While Portman’s performance absolutely stuns, leaving you breathless with its intensity, the rest of the cast never dares to solely rely on Portman’s performance. Winona Ryder is wonderful as the aged ballerina who is pushed from the spotlight, terrified of her limitations and living with the unending crippling fear of aging. As the seductively sleazy director, Vincent Cassel shines. He pushes and prods Nina, his actions methodical and always with purpose, until she has no other response but to mentally crack. Mila Kunis, in a role completely different from those in her past, slides within the film seamlessly. She plays Lily with a free-spirit that is questionable in its intentions, reflecting all that Nina needs to bring out from within herself. Out of the excellent supporting cast, Barbara Hershey is spectacular as Nina’s mother. She manages to effortlessly play the role of a domineering mother seen through Nina’s cracked perception, subtly layering her character. You have no idea what to believe and in this sense, “Black Swan” completely blurs the lines between reality and its false perceptions, to the point where the mere concept of reality fails to hold any merit.

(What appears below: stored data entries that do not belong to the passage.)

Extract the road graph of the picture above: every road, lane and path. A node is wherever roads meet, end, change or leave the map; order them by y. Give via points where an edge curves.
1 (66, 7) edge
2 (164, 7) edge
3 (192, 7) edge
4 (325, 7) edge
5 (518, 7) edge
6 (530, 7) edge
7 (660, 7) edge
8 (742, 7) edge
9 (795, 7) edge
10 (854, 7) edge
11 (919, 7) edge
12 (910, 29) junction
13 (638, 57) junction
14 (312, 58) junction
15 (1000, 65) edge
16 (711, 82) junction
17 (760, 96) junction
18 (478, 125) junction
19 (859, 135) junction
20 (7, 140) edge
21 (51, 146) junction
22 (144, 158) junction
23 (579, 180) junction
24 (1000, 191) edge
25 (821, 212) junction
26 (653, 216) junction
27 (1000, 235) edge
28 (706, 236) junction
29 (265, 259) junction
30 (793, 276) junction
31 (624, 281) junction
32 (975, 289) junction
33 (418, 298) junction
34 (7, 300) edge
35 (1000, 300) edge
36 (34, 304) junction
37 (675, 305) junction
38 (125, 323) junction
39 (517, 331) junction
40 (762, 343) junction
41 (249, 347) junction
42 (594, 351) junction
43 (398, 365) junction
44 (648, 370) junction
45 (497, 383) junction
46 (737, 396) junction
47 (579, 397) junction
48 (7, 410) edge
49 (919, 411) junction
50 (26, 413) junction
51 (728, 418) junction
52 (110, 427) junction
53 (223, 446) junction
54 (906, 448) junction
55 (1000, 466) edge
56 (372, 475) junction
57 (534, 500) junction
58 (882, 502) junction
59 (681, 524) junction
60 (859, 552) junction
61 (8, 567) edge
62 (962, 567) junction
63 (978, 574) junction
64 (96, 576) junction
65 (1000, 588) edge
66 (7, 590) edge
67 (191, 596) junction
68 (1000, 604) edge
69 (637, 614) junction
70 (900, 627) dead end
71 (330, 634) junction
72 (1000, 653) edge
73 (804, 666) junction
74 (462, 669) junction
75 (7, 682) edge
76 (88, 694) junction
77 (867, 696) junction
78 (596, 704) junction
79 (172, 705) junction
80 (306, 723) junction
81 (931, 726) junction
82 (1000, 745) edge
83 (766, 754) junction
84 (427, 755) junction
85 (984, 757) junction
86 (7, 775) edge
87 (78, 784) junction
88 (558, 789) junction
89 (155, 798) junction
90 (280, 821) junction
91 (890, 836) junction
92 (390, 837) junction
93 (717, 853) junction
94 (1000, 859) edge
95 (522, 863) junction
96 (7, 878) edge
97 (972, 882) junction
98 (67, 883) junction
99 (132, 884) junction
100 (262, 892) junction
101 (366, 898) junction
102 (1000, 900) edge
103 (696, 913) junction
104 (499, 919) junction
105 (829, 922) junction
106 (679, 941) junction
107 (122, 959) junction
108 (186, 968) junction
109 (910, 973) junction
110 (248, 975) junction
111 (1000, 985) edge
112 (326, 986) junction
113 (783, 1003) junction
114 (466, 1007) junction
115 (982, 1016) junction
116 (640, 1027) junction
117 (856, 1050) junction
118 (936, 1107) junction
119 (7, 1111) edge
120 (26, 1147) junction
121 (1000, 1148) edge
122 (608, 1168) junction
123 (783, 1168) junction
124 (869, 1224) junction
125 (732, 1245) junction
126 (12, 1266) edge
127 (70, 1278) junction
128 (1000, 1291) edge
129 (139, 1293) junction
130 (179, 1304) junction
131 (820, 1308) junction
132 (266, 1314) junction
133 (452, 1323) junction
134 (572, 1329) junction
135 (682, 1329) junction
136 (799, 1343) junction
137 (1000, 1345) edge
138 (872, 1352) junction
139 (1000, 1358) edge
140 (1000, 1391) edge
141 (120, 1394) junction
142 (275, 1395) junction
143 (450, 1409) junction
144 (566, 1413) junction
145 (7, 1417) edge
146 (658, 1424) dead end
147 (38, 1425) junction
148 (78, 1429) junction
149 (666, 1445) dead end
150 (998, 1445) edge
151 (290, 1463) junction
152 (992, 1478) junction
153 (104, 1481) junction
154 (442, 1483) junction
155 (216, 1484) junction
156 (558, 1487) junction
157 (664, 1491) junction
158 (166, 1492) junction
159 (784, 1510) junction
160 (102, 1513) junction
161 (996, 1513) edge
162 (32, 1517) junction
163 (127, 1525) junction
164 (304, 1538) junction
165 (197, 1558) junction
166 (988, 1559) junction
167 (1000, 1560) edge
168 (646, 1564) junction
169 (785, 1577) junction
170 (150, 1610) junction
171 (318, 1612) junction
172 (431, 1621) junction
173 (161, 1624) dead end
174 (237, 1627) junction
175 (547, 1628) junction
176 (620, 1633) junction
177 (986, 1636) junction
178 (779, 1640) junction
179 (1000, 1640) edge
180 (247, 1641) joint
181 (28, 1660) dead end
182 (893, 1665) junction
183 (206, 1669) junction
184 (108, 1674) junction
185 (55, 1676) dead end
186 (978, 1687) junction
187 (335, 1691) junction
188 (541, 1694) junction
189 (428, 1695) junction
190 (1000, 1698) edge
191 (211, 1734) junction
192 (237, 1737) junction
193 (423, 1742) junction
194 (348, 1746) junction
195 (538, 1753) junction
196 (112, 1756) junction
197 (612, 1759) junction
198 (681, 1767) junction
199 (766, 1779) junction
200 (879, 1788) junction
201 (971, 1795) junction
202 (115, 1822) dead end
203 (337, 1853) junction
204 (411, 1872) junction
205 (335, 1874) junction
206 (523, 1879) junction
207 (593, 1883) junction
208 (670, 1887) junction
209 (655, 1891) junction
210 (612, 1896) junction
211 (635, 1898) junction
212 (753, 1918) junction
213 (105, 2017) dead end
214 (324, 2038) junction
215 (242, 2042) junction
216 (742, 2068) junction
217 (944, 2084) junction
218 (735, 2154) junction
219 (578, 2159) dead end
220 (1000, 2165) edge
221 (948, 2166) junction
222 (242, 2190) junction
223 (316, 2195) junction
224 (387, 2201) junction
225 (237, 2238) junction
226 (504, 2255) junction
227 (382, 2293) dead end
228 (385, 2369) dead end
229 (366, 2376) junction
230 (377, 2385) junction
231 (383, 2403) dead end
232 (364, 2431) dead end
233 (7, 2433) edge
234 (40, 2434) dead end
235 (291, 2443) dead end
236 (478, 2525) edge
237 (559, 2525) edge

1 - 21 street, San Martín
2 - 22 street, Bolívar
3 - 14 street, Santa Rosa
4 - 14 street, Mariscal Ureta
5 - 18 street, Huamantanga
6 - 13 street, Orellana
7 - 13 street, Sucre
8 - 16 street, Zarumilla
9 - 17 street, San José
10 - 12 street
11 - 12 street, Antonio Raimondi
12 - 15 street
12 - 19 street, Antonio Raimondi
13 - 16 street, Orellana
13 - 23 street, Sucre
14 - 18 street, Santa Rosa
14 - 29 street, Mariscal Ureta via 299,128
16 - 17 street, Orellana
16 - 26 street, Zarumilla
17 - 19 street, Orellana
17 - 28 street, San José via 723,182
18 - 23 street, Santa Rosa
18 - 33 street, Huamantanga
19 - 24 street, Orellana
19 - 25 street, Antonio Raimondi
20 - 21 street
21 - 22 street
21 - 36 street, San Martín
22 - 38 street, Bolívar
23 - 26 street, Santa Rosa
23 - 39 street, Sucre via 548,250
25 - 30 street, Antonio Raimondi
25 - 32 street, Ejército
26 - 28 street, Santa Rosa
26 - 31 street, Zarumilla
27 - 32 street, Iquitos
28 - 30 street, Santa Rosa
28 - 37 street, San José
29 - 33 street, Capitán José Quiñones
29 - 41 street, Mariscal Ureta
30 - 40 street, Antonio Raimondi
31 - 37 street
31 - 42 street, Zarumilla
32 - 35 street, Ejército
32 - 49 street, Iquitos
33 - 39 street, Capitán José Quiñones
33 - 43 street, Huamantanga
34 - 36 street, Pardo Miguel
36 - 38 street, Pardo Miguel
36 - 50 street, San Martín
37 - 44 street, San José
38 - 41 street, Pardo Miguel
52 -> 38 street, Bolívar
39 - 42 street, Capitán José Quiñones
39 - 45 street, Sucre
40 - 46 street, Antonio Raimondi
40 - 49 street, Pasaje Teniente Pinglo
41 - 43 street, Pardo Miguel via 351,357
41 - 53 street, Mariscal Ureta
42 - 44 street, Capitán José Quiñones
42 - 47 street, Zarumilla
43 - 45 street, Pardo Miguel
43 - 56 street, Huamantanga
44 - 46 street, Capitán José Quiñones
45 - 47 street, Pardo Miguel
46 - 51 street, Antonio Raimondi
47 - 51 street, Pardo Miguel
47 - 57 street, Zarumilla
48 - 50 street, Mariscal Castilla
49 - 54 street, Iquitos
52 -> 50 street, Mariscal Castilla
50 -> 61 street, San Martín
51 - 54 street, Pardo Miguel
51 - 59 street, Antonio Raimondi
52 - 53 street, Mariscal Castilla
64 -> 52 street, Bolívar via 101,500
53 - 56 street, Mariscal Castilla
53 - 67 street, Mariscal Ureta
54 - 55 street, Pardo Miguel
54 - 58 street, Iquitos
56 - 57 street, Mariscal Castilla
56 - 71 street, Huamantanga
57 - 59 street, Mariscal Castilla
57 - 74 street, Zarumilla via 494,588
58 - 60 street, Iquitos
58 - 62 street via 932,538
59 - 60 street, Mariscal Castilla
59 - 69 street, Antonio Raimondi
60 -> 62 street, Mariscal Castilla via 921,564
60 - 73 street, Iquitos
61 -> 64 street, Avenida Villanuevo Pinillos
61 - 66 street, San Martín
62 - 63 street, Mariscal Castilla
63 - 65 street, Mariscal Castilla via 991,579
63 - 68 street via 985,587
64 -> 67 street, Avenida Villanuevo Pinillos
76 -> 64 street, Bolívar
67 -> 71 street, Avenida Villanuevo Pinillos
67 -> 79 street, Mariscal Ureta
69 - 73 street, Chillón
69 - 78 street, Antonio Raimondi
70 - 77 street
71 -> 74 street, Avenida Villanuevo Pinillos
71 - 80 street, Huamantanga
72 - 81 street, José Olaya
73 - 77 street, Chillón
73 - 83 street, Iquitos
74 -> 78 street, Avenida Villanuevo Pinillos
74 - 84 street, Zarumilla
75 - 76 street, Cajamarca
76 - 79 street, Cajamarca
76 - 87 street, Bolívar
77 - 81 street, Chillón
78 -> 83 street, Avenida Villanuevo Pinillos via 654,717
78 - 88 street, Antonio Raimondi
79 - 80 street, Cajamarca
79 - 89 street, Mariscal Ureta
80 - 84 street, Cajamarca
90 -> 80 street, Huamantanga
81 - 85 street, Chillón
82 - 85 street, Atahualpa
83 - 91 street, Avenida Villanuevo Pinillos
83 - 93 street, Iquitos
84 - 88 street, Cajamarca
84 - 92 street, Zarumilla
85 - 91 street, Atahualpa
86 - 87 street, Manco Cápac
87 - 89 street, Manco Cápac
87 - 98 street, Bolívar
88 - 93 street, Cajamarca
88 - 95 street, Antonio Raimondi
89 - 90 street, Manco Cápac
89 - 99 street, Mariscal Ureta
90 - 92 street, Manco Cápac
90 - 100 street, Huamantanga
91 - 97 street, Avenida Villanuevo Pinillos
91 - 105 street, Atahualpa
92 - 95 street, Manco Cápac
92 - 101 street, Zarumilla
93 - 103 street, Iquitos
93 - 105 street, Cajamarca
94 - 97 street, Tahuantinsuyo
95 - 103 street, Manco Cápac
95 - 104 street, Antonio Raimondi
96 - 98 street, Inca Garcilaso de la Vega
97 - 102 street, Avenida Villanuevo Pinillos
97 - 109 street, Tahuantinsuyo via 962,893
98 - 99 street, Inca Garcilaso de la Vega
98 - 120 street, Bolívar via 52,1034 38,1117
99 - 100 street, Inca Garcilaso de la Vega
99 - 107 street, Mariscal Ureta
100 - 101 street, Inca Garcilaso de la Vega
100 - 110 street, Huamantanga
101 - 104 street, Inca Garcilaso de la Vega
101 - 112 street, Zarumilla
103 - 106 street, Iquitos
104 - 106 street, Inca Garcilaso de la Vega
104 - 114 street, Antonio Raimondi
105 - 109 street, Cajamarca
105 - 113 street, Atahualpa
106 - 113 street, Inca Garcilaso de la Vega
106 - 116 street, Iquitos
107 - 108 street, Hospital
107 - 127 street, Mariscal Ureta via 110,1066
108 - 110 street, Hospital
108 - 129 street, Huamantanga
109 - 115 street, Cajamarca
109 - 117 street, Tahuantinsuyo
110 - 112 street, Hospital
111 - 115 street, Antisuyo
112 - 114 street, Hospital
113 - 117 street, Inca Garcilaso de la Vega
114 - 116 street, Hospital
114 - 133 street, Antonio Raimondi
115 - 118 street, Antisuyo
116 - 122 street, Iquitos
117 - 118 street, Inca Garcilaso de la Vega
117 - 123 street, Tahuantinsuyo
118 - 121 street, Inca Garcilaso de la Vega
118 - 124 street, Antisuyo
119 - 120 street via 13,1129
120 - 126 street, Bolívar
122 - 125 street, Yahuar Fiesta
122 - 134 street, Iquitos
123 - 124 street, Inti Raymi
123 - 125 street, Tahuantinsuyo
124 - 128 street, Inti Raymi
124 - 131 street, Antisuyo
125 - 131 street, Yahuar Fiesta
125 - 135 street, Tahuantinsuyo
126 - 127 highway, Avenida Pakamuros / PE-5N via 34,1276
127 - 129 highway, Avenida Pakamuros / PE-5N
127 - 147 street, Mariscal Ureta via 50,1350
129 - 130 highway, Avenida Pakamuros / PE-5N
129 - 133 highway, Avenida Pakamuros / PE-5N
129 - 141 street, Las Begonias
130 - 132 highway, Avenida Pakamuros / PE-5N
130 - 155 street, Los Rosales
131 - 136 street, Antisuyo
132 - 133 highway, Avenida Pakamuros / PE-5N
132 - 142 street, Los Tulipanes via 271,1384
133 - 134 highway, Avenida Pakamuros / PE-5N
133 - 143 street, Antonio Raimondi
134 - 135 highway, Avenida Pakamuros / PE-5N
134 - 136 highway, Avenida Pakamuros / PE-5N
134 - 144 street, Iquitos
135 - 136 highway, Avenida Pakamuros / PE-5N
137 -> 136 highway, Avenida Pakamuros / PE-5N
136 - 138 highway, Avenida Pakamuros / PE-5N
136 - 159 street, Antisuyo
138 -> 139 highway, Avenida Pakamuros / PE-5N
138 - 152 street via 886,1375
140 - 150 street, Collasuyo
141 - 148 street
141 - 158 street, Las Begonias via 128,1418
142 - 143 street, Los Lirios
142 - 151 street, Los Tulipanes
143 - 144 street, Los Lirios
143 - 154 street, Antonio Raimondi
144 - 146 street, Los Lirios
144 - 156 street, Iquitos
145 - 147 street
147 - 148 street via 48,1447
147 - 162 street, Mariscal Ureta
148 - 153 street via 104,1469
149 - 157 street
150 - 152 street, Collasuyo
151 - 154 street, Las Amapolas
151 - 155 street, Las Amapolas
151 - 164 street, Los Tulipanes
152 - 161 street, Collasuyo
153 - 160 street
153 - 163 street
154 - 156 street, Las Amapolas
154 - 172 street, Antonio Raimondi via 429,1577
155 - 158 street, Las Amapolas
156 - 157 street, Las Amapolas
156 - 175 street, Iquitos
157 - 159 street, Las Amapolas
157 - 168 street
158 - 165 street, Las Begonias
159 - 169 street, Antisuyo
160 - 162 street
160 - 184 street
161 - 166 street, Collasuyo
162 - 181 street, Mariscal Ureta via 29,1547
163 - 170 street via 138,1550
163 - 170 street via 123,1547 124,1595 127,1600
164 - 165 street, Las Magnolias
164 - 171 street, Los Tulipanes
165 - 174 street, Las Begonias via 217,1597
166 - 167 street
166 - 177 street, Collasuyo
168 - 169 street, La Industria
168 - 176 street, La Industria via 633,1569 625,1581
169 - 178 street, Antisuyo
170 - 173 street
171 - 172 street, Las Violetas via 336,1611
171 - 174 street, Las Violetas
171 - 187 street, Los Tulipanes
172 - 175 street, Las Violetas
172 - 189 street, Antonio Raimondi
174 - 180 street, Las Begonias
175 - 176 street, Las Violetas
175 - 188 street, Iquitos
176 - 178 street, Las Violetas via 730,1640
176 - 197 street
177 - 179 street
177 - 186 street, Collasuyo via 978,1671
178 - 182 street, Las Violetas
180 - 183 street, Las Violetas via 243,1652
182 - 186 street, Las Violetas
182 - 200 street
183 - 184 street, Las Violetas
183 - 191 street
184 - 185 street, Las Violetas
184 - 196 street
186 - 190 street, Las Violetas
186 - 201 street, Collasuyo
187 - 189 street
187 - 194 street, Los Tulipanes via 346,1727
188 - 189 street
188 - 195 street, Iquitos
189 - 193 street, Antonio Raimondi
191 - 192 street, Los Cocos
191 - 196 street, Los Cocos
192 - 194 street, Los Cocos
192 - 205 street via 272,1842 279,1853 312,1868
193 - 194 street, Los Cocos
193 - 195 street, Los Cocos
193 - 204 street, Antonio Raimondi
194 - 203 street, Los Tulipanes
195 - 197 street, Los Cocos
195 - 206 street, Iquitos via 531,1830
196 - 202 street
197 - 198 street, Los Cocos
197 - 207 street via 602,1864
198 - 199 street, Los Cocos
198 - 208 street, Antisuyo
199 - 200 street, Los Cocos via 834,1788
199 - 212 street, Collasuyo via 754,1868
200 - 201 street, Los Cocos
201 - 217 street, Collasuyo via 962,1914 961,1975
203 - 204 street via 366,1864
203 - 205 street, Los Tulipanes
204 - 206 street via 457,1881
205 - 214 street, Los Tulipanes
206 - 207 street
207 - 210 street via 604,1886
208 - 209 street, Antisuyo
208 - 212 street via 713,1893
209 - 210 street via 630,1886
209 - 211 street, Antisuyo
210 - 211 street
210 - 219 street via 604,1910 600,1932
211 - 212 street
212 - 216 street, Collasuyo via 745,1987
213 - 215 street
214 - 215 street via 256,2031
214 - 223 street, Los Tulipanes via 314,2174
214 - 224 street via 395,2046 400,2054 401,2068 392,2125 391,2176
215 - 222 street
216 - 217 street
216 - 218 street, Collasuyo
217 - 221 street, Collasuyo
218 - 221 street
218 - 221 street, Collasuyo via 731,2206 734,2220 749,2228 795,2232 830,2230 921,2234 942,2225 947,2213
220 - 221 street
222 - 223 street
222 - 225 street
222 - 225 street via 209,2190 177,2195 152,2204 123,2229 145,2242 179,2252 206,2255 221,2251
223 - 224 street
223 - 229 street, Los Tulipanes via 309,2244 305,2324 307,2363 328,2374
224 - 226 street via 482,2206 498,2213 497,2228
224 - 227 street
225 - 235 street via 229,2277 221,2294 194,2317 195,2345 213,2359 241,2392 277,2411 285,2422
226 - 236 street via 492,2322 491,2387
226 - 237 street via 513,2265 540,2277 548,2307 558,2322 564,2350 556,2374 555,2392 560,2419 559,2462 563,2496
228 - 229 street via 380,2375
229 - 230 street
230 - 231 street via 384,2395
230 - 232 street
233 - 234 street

“Black Swan” is as close to perfection as a film can get. Every single decision is thoughtful and nothing is wasted, building up psychological terror to culminate in the inevitable ending. The camerawork is frenetic and claustrophobic, framing countless fast-paced close-ups that place you within the fractured reality of Nina’s life. You are never allowed to take a step back from the unending pain that is threaded within the film’s fabric. The score emphasizes the slightest sound, magnifying it to a degree that suffocates you. Nina’s labored breathing, the unbearable feeling of her nails scratching along her skin, it all works to lock you within the frame and stutter your own casual breathing. Aronofsky expertly uses as many reflective surfaces as he can and films Portman through these surfaces more often than not, portraying Nina more as a reflection than a person, highlighting her rapidly splintering personality.

While “Black Swan” may not be a horror film in the conventional sense, portions of the film will disturb you in ways that a slasher film never could. Don’t dare let a film set in the world of ballet turn you off because “Black Swan” is deeply and psychologically terrifying and will easily go down in film history as a rare and perfect achievement. Beautifully framed and emotionally tense, the film is layered so expertly that it is rigid in form but loose in content. Working as a modern adaptation of “Swan Lake” itself, Aronofsky manages to create many self-reflective layers within “Black Swan.” The film itself even works as a reflection of the layered Swan Queen; “Black Swan” is a controlled beauty that is wildly dangerous, incredibly free and terrifyingly seductive beneath.